WORK TO COMPLETE: The copy you give must match the listing below exactly and contain no pictures.
========
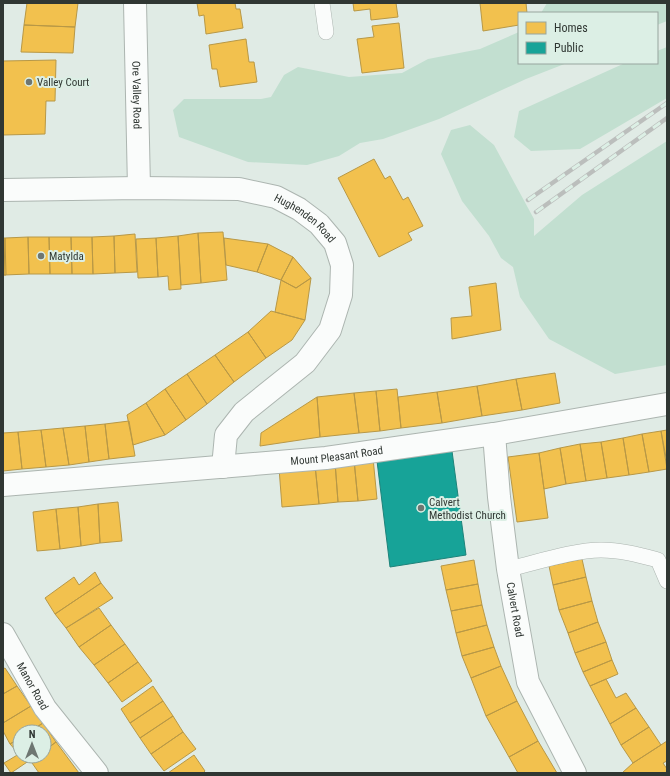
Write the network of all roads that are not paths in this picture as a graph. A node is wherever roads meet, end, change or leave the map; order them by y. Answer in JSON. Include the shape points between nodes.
{"nodes":[{"id":1,"x":135,"y":3,"type":"edge"},
{"id":2,"x":322,"y":3,"type":"edge"},
{"id":3,"x":326,"y":32,"type":"dead end"},
{"id":4,"x":139,"y":188,"type":"junction"},
{"id":5,"x":3,"y":190,"type":"edge"},
{"id":6,"x":667,"y":404,"type":"edge"},
{"id":7,"x":494,"y":434,"type":"junction"},
{"id":8,"x":223,"y":468,"type":"junction"},
{"id":9,"x":3,"y":485,"type":"edge"},
{"id":10,"x":508,"y":569,"type":"junction"},
{"id":11,"x":667,"y":581,"type":"edge"},
{"id":12,"x":3,"y":634,"type":"edge"},
{"id":13,"x":97,"y":773,"type":"edge"},
{"id":14,"x":575,"y":773,"type":"edge"}],
"edges":[{"from":1,"to":4,"type":"street","name":"Ore Valley Road"},
{"from":2,"to":3,"type":"lane"},
{"from":4,"to":5,"type":"street","name":"Hughenden Road"},
{"from":4,"to":8,"type":"street","name":"Hughenden Road","via":[[239,189],[276,197],[299,209],[319,224],[335,243],[342,265],[341,295],[330,330],[305,363],[244,412],[226,435]]},
{"from":6,"to":7,"type":"street","name":"Mount Pleasant Road"},
{"from":7,"to":8,"type":"street","name":"Mount Pleasant Road","via":[[326,458]]},
{"from":7,"to":10,"type":"street","name":"Calvert Road"},
{"from":8,"to":9,"type":"street","name":"Mount Pleasant Road"},
{"from":10,"to":11,"type":"lane","via":[[600,550],[633,553],[658,560]]},
{"from":10,"to":14,"type":"street","name":"Calvert Road","via":[[528,682]]},
{"from":12,"to":13,"type":"street","name":"Manor Road","via":[[45,708]]}]}
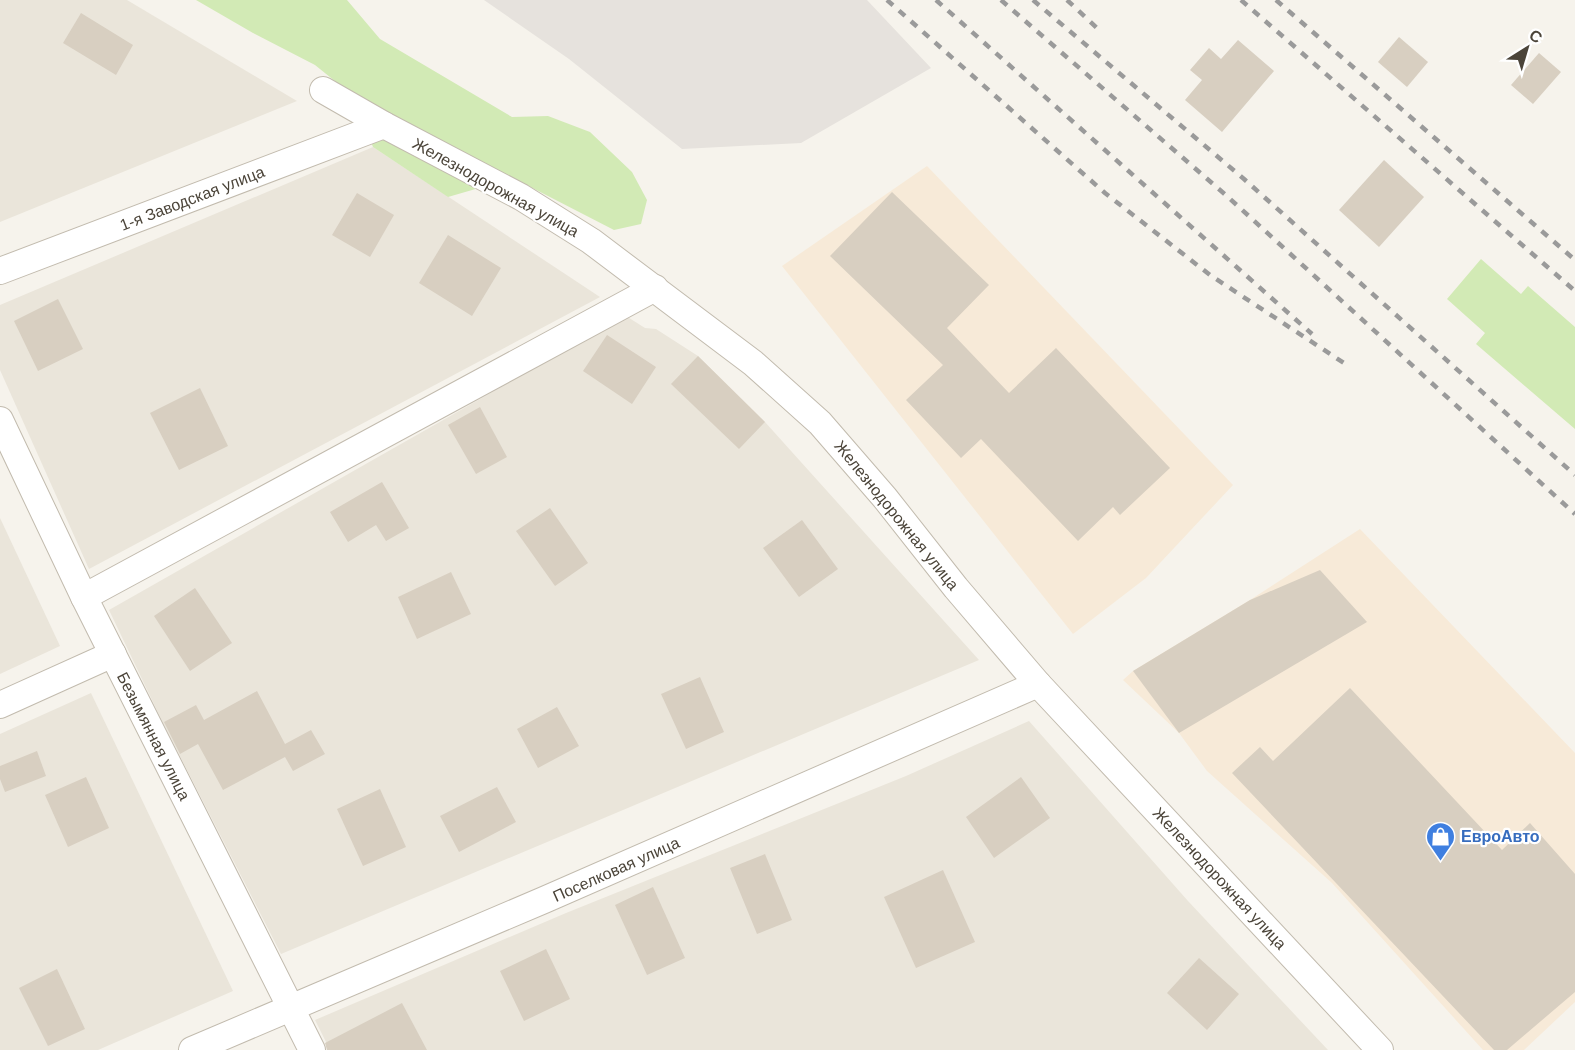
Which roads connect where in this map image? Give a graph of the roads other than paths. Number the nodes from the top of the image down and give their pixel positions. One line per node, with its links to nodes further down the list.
1 (323, 90): 2 (street, Железнодорожная улица)
2 (384, 125): 3 (street, 1-я Заводская улица); 4 (street, Железнодорожная улица)
3 (0, 272)
4 (655, 288): 6 (street); 8 (street, Железнодорожная улица)
5 (0, 420): 6 (street, Безымянная улица)
6 (84, 597): 7 (street, Безымянная улица)
7 (113, 654): 9 (street); 10 (street, Безымянная улица)
8 (1038, 684): 10 (street, Поселковая улица); 13 (street, Железнодорожная улица)
9 (0, 705)
10 (290, 1007): 11 (street, Поселковая улица); 12 (street, Безымянная улица)
11 (192, 1050)
12 (312, 1050)
13 (1380, 1050)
========
SOLVED EXERCISE:
Write the network of all roads that are not paths in this picture as a graph. A node is wherever roads meet, end, change or leave the map; order them by y. Answer in JSON. Include the shape points between nodes.
{"nodes":[{"id":1,"x":135,"y":3,"type":"edge"},
{"id":2,"x":322,"y":3,"type":"edge"},
{"id":3,"x":326,"y":32,"type":"dead end"},
{"id":4,"x":139,"y":188,"type":"junction"},
{"id":5,"x":3,"y":190,"type":"edge"},
{"id":6,"x":667,"y":404,"type":"edge"},
{"id":7,"x":494,"y":434,"type":"junction"},
{"id":8,"x":223,"y":468,"type":"junction"},
{"id":9,"x":3,"y":485,"type":"edge"},
{"id":10,"x":508,"y":569,"type":"junction"},
{"id":11,"x":667,"y":581,"type":"edge"},
{"id":12,"x":3,"y":634,"type":"edge"},
{"id":13,"x":97,"y":773,"type":"edge"},
{"id":14,"x":575,"y":773,"type":"edge"}],
"edges":[{"from":1,"to":4,"type":"street","name":"Ore Valley Road"},
{"from":2,"to":3,"type":"lane"},
{"from":4,"to":5,"type":"street","name":"Hughenden Road"},
{"from":4,"to":8,"type":"street","name":"Hughenden Road","via":[[239,189],[276,197],[299,209],[319,224],[335,243],[342,265],[341,295],[330,330],[305,363],[244,412],[226,435]]},
{"from":6,"to":7,"type":"street","name":"Mount Pleasant Road"},
{"from":7,"to":8,"type":"street","name":"Mount Pleasant Road","via":[[326,458]]},
{"from":7,"to":10,"type":"street","name":"Calvert Road"},
{"from":8,"to":9,"type":"street","name":"Mount Pleasant Road"},
{"from":10,"to":11,"type":"lane","via":[[600,550],[633,553],[658,560]]},
{"from":10,"to":14,"type":"street","name":"Calvert Road","via":[[528,682]]},
{"from":12,"to":13,"type":"street","name":"Manor Road","via":[[45,708]]}]}
Which roads connect where in this map image? Give a graph of the roads other than paths. Number the nodes from the top of the image down and give their pixel positions. One line per node, with its links to nodes further down the list.
1 (323, 90): 2 (street, Железнодорожная улица)
2 (384, 125): 3 (street, 1-я Заводская улица); 4 (street, Железнодорожная улица)
3 (0, 272)
4 (655, 288): 6 (street); 8 (street, Железнодорожная улица)
5 (0, 420): 6 (street, Безымянная улица)
6 (84, 597): 7 (street, Безымянная улица)
7 (113, 654): 9 (street); 10 (street, Безымянная улица)
8 (1038, 684): 10 (street, Поселковая улица); 13 (street, Железнодорожная улица)
9 (0, 705)
10 (290, 1007): 11 (street, Поселковая улица); 12 (street, Безымянная улица)
11 (192, 1050)
12 (312, 1050)
13 (1380, 1050)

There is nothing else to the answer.